The Ginger Man by J. P. Donleavy
J. P. Donleavy’s The Ginger Man was released in 1955 and has since become a classic of the pre-’60s nonconformist chronicle. When the novel first appeared, Dorothy Parker called it “a rigadoon of rascality,” and in 1998, the Modern Library ranked it number 99 on their list of Top 100 Novels.
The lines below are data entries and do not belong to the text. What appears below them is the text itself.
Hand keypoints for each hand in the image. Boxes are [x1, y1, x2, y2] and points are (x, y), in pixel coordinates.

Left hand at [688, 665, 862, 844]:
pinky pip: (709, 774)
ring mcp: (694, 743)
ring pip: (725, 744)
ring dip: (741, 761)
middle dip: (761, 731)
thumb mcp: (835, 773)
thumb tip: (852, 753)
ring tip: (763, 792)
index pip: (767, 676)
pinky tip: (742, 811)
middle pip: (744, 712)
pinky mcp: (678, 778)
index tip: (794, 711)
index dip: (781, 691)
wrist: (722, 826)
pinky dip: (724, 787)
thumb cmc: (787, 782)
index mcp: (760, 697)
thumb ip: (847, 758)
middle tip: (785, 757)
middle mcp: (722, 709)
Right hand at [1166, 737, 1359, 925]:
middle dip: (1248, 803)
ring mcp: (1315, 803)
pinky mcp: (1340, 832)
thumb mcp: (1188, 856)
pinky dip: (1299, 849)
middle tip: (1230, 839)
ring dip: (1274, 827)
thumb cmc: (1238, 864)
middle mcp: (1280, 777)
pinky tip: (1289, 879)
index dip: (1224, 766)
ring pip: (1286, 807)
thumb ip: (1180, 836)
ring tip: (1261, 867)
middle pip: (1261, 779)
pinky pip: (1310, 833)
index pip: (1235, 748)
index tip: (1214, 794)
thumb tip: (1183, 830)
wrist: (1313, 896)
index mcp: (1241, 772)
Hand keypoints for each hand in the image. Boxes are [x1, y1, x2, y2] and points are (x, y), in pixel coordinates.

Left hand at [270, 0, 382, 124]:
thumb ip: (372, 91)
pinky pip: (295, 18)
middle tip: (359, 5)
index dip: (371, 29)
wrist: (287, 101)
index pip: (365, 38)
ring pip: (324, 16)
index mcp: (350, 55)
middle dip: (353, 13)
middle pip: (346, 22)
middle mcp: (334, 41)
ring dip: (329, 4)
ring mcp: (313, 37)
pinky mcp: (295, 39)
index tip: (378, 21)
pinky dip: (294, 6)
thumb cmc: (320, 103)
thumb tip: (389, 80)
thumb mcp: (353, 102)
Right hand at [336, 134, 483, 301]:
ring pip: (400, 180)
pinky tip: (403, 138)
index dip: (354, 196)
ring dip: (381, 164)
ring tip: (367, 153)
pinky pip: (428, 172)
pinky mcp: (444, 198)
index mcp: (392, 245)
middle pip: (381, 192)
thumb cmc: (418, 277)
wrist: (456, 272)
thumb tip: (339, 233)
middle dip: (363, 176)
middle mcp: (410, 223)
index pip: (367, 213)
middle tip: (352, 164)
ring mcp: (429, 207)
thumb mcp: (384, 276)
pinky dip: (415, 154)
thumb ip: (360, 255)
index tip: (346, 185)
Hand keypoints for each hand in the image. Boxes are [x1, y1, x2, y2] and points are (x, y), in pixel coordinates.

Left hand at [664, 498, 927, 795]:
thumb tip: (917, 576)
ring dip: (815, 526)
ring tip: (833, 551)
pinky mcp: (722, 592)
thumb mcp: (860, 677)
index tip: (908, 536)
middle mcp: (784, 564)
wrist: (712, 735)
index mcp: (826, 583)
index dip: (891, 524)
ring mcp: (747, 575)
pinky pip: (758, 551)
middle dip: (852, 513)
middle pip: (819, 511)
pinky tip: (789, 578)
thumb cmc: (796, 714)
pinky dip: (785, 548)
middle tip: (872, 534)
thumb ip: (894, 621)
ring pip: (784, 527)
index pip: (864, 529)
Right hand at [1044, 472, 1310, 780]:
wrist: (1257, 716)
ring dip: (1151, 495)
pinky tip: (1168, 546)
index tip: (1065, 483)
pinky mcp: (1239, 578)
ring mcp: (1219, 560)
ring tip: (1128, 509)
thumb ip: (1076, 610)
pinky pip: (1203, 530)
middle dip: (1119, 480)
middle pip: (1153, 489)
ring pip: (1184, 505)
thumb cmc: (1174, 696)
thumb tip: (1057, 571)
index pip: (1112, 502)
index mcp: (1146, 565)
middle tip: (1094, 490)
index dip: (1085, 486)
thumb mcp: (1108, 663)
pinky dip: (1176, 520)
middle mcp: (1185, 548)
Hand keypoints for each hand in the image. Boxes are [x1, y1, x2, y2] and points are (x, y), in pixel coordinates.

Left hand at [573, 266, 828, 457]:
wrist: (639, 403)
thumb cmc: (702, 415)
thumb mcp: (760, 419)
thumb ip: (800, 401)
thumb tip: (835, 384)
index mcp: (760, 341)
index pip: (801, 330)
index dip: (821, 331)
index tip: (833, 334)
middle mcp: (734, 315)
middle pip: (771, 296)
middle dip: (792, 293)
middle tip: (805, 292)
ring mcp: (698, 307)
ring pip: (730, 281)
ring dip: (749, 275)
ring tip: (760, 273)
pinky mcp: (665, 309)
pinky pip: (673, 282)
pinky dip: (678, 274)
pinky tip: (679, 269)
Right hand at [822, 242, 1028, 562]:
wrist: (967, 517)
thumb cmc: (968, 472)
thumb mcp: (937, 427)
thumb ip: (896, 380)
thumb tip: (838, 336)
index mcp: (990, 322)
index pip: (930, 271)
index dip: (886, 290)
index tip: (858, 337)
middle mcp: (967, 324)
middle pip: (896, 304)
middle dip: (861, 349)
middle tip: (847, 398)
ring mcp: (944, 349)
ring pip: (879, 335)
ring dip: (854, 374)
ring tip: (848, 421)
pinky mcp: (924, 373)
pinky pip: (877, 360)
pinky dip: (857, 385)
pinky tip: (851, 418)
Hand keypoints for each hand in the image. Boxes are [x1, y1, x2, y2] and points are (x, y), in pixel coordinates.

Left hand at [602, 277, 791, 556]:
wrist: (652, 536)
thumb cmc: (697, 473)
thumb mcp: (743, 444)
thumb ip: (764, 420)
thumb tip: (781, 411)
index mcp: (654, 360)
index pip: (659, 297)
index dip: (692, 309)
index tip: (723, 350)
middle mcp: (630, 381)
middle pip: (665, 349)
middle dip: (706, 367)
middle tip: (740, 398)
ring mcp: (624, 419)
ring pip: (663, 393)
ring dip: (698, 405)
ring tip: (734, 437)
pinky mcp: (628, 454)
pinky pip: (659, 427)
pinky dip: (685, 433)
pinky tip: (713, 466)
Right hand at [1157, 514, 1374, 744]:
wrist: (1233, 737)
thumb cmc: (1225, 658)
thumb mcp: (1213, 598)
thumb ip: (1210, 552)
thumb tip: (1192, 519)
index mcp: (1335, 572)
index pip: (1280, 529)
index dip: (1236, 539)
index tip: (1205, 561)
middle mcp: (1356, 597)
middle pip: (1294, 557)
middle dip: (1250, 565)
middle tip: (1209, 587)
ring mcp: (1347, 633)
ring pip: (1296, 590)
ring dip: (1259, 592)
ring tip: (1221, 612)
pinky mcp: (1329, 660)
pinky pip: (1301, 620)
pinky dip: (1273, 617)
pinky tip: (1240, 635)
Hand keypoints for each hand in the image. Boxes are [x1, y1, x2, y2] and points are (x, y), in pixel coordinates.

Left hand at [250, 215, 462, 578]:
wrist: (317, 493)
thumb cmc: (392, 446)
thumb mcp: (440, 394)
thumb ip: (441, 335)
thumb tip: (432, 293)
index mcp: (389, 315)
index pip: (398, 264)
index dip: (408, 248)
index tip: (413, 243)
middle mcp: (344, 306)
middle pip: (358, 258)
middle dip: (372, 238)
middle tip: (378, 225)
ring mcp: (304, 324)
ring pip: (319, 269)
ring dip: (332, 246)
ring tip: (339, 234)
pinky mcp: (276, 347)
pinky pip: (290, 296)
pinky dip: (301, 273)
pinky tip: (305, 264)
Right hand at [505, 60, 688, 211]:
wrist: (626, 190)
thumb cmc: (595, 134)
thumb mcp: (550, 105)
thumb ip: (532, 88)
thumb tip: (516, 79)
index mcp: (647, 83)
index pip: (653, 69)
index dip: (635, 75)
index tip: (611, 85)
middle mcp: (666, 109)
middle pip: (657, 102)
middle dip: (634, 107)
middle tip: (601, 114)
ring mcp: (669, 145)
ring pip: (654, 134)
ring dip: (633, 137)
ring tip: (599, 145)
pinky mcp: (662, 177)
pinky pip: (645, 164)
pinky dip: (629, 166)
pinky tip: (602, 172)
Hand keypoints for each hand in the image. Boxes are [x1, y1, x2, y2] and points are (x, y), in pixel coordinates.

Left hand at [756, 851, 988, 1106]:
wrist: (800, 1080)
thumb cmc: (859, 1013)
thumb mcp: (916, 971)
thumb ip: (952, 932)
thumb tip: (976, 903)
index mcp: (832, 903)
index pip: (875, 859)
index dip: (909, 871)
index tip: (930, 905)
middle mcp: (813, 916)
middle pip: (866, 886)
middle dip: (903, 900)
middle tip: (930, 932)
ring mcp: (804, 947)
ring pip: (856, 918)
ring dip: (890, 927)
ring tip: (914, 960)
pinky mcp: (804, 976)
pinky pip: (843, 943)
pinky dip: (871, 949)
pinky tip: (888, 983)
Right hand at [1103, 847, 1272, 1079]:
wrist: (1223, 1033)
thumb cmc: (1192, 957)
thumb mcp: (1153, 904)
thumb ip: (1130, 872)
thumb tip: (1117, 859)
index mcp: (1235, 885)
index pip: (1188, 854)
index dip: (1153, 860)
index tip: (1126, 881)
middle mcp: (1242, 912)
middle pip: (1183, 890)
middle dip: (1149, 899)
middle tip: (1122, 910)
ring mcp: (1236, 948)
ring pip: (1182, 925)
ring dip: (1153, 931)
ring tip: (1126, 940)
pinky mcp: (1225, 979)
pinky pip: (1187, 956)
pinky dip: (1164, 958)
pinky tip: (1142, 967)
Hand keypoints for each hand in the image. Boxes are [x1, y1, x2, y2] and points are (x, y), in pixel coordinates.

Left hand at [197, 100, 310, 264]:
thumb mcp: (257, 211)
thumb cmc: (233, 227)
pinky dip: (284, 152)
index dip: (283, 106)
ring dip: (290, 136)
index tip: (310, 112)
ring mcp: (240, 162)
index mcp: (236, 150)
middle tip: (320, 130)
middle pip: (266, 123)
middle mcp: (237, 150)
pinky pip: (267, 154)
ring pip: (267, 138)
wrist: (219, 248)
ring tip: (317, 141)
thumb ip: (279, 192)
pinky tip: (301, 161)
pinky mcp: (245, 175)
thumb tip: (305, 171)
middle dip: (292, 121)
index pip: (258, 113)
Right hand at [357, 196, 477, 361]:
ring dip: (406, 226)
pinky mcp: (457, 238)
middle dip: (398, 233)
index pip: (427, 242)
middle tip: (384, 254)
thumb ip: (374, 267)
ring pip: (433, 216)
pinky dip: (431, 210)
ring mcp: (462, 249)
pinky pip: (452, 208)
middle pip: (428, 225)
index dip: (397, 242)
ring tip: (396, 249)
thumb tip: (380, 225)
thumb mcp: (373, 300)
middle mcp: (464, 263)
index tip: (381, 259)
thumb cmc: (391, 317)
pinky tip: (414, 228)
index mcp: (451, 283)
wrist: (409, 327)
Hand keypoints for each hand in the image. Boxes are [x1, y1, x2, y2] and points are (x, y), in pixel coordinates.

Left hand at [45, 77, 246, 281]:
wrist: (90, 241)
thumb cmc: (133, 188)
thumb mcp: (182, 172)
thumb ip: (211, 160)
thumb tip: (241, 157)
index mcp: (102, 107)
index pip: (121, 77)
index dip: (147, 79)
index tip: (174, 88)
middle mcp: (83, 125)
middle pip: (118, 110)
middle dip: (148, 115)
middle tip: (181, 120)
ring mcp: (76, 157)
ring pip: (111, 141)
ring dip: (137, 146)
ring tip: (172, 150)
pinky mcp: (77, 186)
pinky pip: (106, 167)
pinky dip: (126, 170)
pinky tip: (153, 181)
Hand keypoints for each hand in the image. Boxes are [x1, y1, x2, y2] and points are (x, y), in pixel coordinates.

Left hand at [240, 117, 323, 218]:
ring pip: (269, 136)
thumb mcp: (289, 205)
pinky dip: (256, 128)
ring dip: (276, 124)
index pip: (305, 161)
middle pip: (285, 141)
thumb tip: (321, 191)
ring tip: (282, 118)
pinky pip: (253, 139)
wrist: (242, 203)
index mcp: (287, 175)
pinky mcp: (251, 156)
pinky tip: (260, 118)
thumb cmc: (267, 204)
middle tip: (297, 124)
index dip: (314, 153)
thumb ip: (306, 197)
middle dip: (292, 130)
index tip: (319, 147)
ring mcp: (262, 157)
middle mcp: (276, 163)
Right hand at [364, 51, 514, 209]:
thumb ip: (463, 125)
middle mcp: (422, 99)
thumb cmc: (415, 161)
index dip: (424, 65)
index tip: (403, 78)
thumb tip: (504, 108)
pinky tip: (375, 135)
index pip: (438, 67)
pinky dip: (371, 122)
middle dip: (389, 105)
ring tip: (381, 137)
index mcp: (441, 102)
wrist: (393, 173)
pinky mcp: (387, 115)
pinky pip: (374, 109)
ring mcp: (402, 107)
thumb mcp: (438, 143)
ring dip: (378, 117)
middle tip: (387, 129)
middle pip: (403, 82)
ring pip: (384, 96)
The novel’s renegade hero is Sebastian Balfe Dangerfield, an American living in Dublin and studying law at Trinity College. Dangerfield is married to an Englishwoman, Marion, and father to their infant daughter, Felicity, but his penchant for alcohol and women, as well as dodging rent, fatherhood and his studies forms the basis of the novel’s action. He’s a buttoned-down type on the Mad Men track who’s decided to chuck it all in the service of fun, snubbing bourgeois convention and yearning for the inheritance that will fund his hedonistic pursuits. The novel’s numerous female characters suffer his exploits — his wife and daughter, as well as the women he opportunistically pursues and then rejects. And though fate catches up to Dangerfield when his long-awaited inheritance is deferred, he suffers no guilt. That doesn’t hurt the novel, because with a conscience, this character wouldn’t have been nearly so entertaining. Still, I can’t help but wonder what it might have been like to see the crack in Dangerfield’s emotional armor, to see him suffer just a tad of the disappointment and loss of hope suffered by the women he encounters.